Saved data entries
= Beginning of Section =
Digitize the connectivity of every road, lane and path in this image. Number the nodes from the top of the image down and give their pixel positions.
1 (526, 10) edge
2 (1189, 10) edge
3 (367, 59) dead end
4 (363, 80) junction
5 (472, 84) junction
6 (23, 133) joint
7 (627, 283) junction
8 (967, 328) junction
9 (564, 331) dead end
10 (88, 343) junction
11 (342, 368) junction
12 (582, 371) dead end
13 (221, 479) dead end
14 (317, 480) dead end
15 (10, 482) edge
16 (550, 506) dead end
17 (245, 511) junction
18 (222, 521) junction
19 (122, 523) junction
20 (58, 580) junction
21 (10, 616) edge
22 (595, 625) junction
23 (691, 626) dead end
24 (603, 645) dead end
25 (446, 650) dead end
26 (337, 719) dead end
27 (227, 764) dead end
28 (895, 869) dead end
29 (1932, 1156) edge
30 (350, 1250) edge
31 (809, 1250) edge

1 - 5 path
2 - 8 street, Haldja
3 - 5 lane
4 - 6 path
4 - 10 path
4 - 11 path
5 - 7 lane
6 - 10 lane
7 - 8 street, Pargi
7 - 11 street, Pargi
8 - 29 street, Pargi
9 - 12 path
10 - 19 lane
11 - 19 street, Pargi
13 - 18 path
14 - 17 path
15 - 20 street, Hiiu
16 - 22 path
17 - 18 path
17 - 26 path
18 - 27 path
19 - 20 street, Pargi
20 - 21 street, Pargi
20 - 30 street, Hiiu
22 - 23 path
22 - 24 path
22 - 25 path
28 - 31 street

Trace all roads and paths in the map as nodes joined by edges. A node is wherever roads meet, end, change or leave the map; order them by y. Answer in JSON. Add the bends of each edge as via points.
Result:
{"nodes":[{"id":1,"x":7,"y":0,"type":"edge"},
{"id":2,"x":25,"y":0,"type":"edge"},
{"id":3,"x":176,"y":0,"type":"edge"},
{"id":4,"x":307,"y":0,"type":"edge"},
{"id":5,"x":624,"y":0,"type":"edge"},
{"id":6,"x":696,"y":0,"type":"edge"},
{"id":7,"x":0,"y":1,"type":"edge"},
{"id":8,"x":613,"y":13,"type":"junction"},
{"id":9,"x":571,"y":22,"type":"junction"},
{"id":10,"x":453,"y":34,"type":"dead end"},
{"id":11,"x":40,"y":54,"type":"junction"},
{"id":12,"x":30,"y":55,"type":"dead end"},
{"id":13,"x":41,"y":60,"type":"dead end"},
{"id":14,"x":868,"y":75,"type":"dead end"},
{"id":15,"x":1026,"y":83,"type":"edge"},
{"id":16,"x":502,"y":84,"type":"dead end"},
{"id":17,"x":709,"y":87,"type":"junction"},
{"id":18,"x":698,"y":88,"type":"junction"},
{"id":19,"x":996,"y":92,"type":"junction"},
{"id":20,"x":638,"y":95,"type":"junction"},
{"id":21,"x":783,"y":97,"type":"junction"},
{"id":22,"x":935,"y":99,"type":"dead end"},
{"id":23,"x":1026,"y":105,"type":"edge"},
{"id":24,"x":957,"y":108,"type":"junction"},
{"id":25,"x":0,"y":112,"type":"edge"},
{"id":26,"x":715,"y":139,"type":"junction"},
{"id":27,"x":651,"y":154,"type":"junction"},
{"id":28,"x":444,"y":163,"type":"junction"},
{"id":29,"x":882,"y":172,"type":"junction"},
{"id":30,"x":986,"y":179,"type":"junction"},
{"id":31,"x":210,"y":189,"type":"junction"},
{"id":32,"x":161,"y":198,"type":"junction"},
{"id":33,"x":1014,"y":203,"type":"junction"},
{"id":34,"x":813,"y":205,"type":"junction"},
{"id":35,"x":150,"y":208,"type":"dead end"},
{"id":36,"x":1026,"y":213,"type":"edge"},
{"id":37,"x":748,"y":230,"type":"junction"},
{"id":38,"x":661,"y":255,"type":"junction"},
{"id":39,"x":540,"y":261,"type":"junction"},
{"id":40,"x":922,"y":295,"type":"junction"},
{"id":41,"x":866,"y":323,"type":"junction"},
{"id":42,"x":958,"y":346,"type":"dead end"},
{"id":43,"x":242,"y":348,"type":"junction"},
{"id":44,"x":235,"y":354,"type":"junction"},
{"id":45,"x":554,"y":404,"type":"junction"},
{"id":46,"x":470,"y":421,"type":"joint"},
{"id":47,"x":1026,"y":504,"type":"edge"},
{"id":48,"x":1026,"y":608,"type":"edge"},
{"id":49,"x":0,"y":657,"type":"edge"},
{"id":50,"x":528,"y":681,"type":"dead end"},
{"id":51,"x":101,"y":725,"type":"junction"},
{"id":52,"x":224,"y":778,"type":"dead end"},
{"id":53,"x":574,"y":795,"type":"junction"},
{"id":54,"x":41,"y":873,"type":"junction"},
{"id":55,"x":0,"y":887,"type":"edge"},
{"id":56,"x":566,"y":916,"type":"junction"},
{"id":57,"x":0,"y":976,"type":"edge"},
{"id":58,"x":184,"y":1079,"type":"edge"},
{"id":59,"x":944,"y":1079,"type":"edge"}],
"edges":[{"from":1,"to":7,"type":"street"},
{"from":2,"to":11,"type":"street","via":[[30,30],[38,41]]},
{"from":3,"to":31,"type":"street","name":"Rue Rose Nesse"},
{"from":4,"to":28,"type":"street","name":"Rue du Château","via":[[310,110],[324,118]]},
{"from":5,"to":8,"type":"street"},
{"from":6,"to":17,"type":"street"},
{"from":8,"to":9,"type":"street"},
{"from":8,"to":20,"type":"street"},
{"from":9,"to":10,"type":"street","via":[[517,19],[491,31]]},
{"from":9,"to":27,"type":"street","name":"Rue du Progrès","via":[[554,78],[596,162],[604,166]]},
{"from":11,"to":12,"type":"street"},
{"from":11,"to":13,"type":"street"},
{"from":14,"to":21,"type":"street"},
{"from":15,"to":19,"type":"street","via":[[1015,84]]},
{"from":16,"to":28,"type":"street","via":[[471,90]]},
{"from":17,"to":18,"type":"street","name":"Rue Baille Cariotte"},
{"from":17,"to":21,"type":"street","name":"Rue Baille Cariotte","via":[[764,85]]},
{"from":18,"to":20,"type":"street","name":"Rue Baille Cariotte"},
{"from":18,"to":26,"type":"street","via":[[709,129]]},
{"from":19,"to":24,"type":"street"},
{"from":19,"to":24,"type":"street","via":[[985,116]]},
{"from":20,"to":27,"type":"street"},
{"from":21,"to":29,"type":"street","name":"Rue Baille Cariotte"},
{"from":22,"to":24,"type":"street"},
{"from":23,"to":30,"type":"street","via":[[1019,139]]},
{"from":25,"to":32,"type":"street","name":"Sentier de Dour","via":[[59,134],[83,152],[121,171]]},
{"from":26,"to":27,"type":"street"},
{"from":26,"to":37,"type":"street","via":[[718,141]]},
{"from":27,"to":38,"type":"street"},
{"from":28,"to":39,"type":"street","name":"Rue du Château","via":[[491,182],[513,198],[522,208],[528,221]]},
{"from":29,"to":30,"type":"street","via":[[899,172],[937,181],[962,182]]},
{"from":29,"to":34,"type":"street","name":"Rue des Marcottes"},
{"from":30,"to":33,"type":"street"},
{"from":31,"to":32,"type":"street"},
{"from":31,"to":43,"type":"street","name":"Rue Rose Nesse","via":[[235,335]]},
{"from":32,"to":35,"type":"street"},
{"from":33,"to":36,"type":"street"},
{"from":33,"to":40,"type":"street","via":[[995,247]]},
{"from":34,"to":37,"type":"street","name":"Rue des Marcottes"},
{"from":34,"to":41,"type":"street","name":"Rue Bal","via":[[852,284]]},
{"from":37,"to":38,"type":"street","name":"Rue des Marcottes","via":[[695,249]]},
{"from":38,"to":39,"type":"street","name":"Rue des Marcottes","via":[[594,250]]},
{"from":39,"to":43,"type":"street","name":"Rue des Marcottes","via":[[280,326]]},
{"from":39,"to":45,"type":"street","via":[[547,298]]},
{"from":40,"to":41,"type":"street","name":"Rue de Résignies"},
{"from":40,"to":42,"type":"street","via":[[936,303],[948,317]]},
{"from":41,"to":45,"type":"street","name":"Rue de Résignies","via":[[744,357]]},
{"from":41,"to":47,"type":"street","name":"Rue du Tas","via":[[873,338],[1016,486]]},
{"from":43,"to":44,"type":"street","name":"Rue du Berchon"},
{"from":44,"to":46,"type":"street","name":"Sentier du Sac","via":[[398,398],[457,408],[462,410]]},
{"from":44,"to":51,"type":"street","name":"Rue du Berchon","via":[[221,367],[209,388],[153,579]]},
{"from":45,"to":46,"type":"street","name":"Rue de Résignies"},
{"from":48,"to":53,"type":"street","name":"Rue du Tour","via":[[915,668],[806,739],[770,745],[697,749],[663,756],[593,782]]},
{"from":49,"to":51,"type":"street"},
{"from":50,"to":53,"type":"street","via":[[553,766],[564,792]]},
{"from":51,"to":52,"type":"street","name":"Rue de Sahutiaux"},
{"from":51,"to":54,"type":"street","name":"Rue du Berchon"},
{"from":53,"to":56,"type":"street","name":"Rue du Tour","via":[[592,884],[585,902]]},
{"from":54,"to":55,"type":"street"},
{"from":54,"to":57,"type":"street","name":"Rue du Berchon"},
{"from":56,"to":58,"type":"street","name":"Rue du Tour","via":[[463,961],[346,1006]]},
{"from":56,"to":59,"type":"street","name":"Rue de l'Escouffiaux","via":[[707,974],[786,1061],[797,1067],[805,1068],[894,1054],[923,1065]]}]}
= End of Section =
What to produce —
From the records above, pull out each line that has "Berchon".

Response area —
{"from":43,"to":44,"type":"street","name":"Rue du Berchon"},
{"from":44,"to":51,"type":"street","name":"Rue du Berchon","via":[[221,367],[209,388],[153,579]]},
{"from":51,"to":54,"type":"street","name":"Rue du Berchon"},
{"from":54,"to":57,"type":"street","name":"Rue du Berchon"},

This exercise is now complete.